Dayna Hilton joined the fire service in 2000. In 2003, her rescued Dalmatian Sparkles gave her the idea to teach fire safety to children. Through the years, Dayna and her Fire Safety dogs have touched the lives of thousands of children nationwide and saved the lives of several. Additionally, she’s the Executive Director of the Keep Kids Fire Safe® Foundation and she’s authored three children’s books: Sparkles the Fire Safety Dog, Sparkles the Fire Safety Dog Coloring Book and Sparkles Goes to Boston.

I had the honor of ‘meeting’ Firefighter Dayna via chats and emails. You see, with Dayna, even if you don’t talk to her personally it feels like you know her. Her boundless energy, focused fire safety message, and undying devotion to her dogs are a magnetic combination. As a ‘one woman and two dog’ operation, she’s been able to accomplish so much. She and her dogs are passionate about what they do and have dedicated their lives to helping keep children safe. Here is an excerpt of our recent interview.

How did you find Sparkles?
I rescued her through the Dalmatian Assistance League of Tulsa. She came from a home overflowing with animals; Sparkles had been living in squalor with 62 other dogs.

What can you tell us about her background?
Aside from where she came from, I don’t know much about her background. What I do know is she was naturally great with children. Whenever kids approached she would roll around seeking belly rubs. One day we were playing and, just for fun, I wanted to see if she could crawl really low. She did it immediately, without any formal training. Crawling low is a crucial component of surviving a fire because it keeps your smoke inhalation to a minimum. When Sparkles began low-crawling on command, the idea for spreading a fire safety message to children was born.

Did Sparkles inspire the books?
Yes, totally. Sparkles had a tail that wagged non-stop; the only time her tail stopped wagging was when she slept. The idea for my first children’s fire safety book came from that tail! One day, Sparkles and I were getting ready to do a fire safety presentation at the school, and I put on her red vest, as I always did. That day was special though, as I looked at her and truly saw the love in her eyes. She couldn’t wait to get that vest on and go to work. I knew immediately that a children’s fire safety book was born!

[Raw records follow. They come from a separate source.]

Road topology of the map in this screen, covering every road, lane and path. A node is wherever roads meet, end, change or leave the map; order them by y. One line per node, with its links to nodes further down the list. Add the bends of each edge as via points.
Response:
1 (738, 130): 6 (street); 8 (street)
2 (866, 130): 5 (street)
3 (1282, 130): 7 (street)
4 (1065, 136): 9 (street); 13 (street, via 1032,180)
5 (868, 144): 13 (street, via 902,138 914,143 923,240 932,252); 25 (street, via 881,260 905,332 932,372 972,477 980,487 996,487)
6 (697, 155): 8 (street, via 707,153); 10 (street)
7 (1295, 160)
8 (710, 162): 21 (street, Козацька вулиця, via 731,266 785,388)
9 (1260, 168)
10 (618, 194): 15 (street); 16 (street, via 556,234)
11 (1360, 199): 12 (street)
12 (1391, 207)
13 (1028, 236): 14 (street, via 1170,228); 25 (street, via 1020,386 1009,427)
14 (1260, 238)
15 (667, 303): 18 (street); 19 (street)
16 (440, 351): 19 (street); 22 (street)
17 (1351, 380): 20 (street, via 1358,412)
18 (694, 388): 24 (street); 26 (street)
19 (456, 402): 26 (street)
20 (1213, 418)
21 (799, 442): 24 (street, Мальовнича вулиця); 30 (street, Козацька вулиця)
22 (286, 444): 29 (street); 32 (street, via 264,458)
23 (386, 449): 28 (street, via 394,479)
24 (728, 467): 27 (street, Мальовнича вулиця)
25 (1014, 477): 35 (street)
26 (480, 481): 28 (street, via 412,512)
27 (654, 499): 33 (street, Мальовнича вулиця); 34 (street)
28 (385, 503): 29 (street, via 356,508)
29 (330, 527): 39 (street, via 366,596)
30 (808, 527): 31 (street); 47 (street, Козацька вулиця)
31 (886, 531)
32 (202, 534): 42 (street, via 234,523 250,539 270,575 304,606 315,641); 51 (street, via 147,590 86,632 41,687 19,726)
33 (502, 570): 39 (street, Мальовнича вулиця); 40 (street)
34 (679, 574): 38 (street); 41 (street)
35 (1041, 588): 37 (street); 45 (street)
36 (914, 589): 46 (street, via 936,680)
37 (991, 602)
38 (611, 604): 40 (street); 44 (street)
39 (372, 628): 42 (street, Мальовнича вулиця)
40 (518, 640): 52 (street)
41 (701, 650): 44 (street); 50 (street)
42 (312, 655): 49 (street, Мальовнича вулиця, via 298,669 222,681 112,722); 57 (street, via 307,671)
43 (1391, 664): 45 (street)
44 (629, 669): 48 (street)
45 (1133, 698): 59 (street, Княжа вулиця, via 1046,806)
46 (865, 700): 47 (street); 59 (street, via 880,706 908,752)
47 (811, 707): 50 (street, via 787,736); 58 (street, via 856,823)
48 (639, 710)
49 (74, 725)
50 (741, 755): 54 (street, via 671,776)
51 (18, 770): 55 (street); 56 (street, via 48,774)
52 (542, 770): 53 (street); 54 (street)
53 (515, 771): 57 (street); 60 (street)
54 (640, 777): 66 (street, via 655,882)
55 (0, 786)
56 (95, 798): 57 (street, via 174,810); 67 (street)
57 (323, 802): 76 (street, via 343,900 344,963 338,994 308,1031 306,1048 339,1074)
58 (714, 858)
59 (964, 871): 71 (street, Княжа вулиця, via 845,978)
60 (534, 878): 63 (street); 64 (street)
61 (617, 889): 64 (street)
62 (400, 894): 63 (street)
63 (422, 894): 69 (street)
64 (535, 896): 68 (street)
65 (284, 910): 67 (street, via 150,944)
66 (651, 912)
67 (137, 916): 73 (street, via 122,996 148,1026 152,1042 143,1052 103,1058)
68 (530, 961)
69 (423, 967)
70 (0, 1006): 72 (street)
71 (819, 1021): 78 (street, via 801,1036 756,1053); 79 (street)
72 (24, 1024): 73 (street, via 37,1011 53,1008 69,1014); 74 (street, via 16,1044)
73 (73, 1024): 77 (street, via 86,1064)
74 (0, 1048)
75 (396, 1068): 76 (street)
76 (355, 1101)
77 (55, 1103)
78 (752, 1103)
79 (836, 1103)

Every day that Sparkles was in my life was a blessing. When I think about all of the lives she touched it’s overwhelming. Not only was she an amazing fire safety dog and a true credit to the fire service, she was a wonderful friend and companion.

From the time we met, Sparkles tried her best to make me happy. When I would leave the room, her ears would perk up and she would stand there, sometimes for hours, just waiting. Her love was unconditional.

Sparkles truly found her calling, and I am forever grateful she was in my life. When she passed away, I was heartbroken at losing my best friend, but I’m thankful that her legacy lives on, both through Tango and Siren, through “Sparkles’ Pathway” and through all the lives she has touched and will continue to touch. She was more than just my friend; she was a friend to millions of children. It is my hope that all the fire safety dogs that follow will share Sparkles’ passion for helping keep children safe, and we will continue to help save lives. Sparkles would have wanted it that way.